テレワーク導入のポイント|成功・失敗例や導入手順を紹介

働き方改革やデジタル化によって、テレワークの普及が進んでいます。さらにコロナ禍では、感染拡大防止のためにテレワークに移行する企業も多く見られました。
しかし、「職場がテレワーク環境に対応していない」「一部の部署・従業員は出社が必要になる」といったように、導入が進まない、あるいは失敗してしまったケースもあるのではないでしょうか。
テレワーク導入でお悩みの際は、専門のコンサルタントに頼ることも解決策のひとつです。
今回は、企業におけるテレワークの必要性を踏まえ、導入のポイントについてご紹介します。 永田システムデザイン事務所では、テレワーク導入に関するコンサルティングサービスを提供しております。ぜひお気軽にご相談ください。

企業の導入状況から見るテレワークの必要性

テレワークとは、職場という物理的な環境に依存せず、自宅や出張先、外出先などで仕事をする働き方です。ICT(情報通信技術)を活用しテレワークを導入することで、時間や場所の有効活用が可能になり、柔軟かつ多様な働き方を実現できるようになります。

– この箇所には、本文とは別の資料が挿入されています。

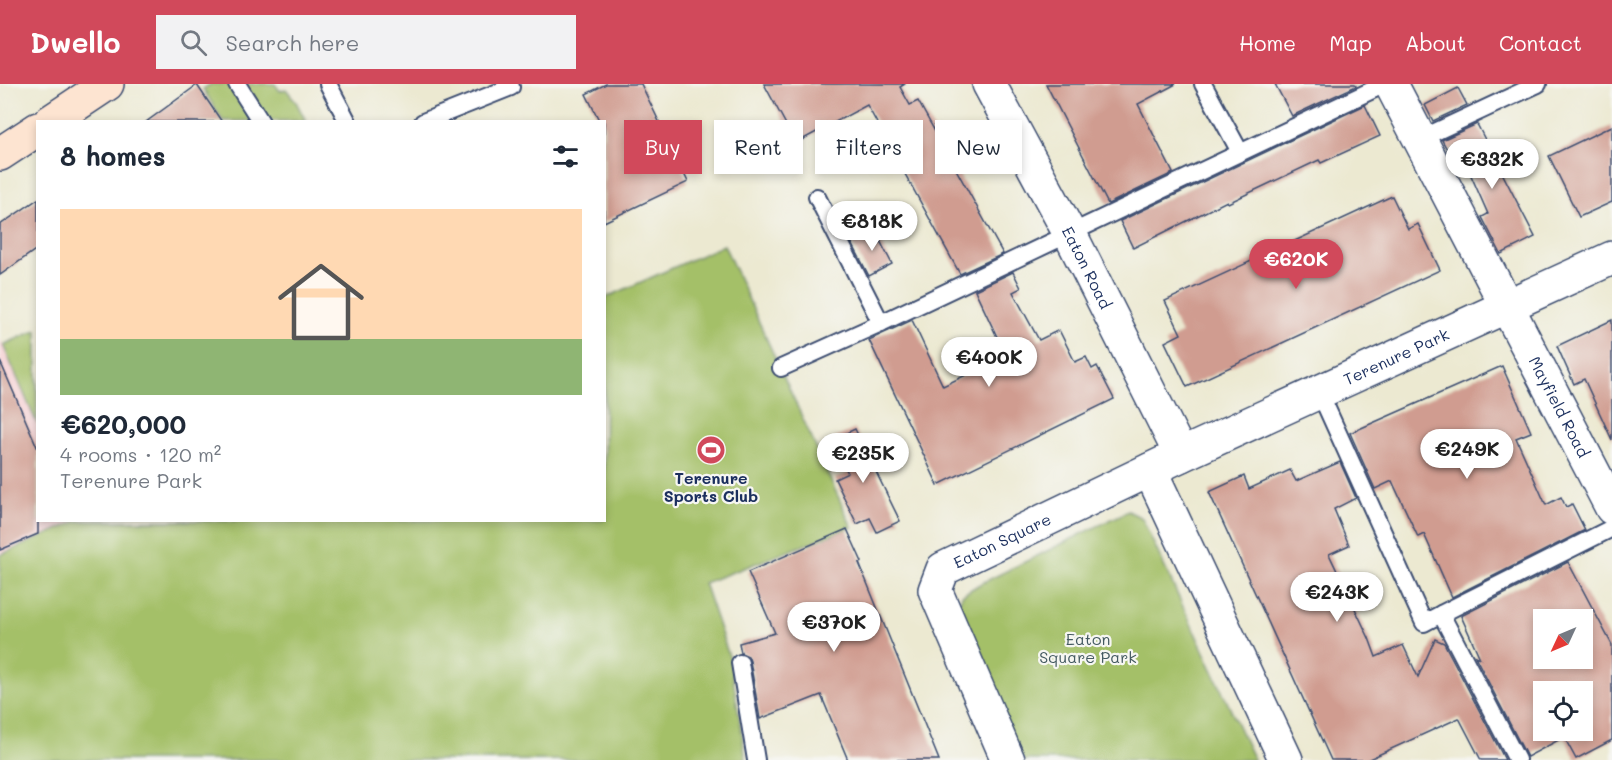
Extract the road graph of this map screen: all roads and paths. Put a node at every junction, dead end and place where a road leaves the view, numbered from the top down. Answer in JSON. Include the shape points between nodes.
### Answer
{"nodes":[{"id":1,"x":107,"y":84,"type":"edge"},
{"id":2,"x":237,"y":84,"type":"edge"},
{"id":3,"x":328,"y":84,"type":"edge"},
{"id":4,"x":989,"y":84,"type":"edge"},
{"id":5,"x":1203,"y":84,"type":"edge"},
{"id":6,"x":1385,"y":84,"type":"edge"},
{"id":7,"x":1391,"y":84,"type":"edge"},
{"id":8,"x":1538,"y":84,"type":"edge"},
{"id":9,"x":510,"y":87,"type":"dead end"},
{"id":10,"x":53,"y":120,"type":"edge"},
{"id":11,"x":260,"y":120,"type":"edge"},
{"id":12,"x":347,"y":120,"type":"edge"},
{"id":13,"x":428,"y":120,"type":"edge"},
{"id":14,"x":36,"y":130,"type":"edge"},
{"id":15,"x":1420,"y":139,"type":"junction"},
{"id":16,"x":1240,"y":152,"type":"junction"},
{"id":17,"x":0,"y":153,"type":"edge"},
{"id":18,"x":817,"y":197,"type":"dead end"},
{"id":19,"x":1070,"y":234,"type":"junction"},
{"id":20,"x":1612,"y":258,"type":"edge"},
{"id":21,"x":1507,"y":307,"type":"junction"},
{"id":22,"x":881,"y":323,"type":"junction"},
{"id":23,"x":781,"y":368,"type":"dead end"},
{"id":24,"x":1319,"y":391,"type":"junction"},
{"id":25,"x":1181,"y":455,"type":"junction"},
{"id":26,"x":1150,"y":470,"type":"junction"},
{"id":27,"x":1609,"y":493,"type":"edge"},
{"id":28,"x":1612,"y":528,"type":"edge"},
{"id":29,"x":1441,"y":614,"type":"junction"},
{"id":30,"x":740,"y":663,"type":"dead end"},
{"id":31,"x":756,"y":760,"type":"edge"},
{"id":32,"x":1008,"y":760,"type":"edge"},
{"id":33,"x":1286,"y":760,"type":"edge"},
{"id":34,"x":1516,"y":760,"type":"edge"}],
"edges":[{"from":1,"to":10,"type":"main road"},
{"from":2,"to":11,"type":"lane"},
{"from":3,"to":12,"type":"lane"},
{"from":4,"to":19,"type":"street","name":"Eaton Road"},
{"from":5,"to":16,"type":"lane"},
{"from":6,"to":16,"type":"lane"},
{"from":7,"to":15,"type":"street","name":"Mayfield Road"},
{"from":8,"to":15,"type":"lane"},
{"from":9,"to":13,"type":"lane"},
{"from":14,"to":17,"type":"main road"},
{"from":15,"to":21,"type":"street","name":"Mayfield Road"},
{"from":16,"to":19,"type":"lane"},
{"from":18,"to":22,"type":"lane"},
{"from":19,"to":22,"type":"lane"},
{"from":19,"to":25,"type":"street","name":"Eaton Road"},
{"from":20,"to":21,"type":"street","name":"Terenure Park"},
{"from":21,"to":24,"type":"street","name":"Terenure Park"},
{"from":21,"to":27,"type":"street","name":"Mayfield Road"},
{"from":22,"to":23,"type":"lane"},
{"from":24,"to":25,"type":"street","name":"Terenure Park"},
{"from":24,"to":29,"type":"lane","via":[[1424,623]]},
{"from":25,"to":26,"type":"street","name":"Eaton Square"},
{"from":26,"to":32,"type":"street","name":"Eaton Square","via":[[943,569],[935,590]]},
{"from":26,"to":33,"type":"street"},
{"from":28,"to":29,"type":"lane"},
{"from":29,"to":34,"type":"lane"},
{"from":30,"to":31,"type":"lane"}]}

総務省の『令和2年通信利用動向調査』によると、令和2年のテレワーク導入企業は、導入予定を含めて58.2%という結果でした。前年の調査結果では導入予定企業を含めて29.6%だったため、1年間で約2倍に増加していることになります。

また、企業のテレワーク導入目的については、「非常災害時(自然災害、感染症の流行など)の事業継続」が最も多く、次いで「勤務者の移動時間短縮・混雑回避」となりました。他にも、「業務効率の向上」「ワークライフバランスの向上」など、これからの働き方を考えた導入が見られています。

このように、新型コロナウイルス感染症の流行が、企業のテレワーク移行を後押しするきっかけとなっていることが分かります。また、業務効率化による生産性向上、ワークライフバランス向上による人材確保といった働き方改革を実現させるためにも、テレワークの必要性が高まっています。
出典:総務省「令和2年通信利用動向調査

失敗例から見るテレワーク導入のポイント

実際にテレワークを導入したものの、さまざまな問題や課題に直面し、失敗に終わってしまうケースも少なくありません。ここからは、失敗例を交えながら、テレワークの導入ポイントについてご紹介します。

1.テレワーク導入目的を明確にする

テレワーク導入のよくある失敗として、目的を明確にしないまま闇雲に導入を進めてしまうケースが挙げられます。「他社が導入しているから」「時代の流れに合わせて導入した」という理由で導入すると、テレワーク制度が定着しない可能性があります。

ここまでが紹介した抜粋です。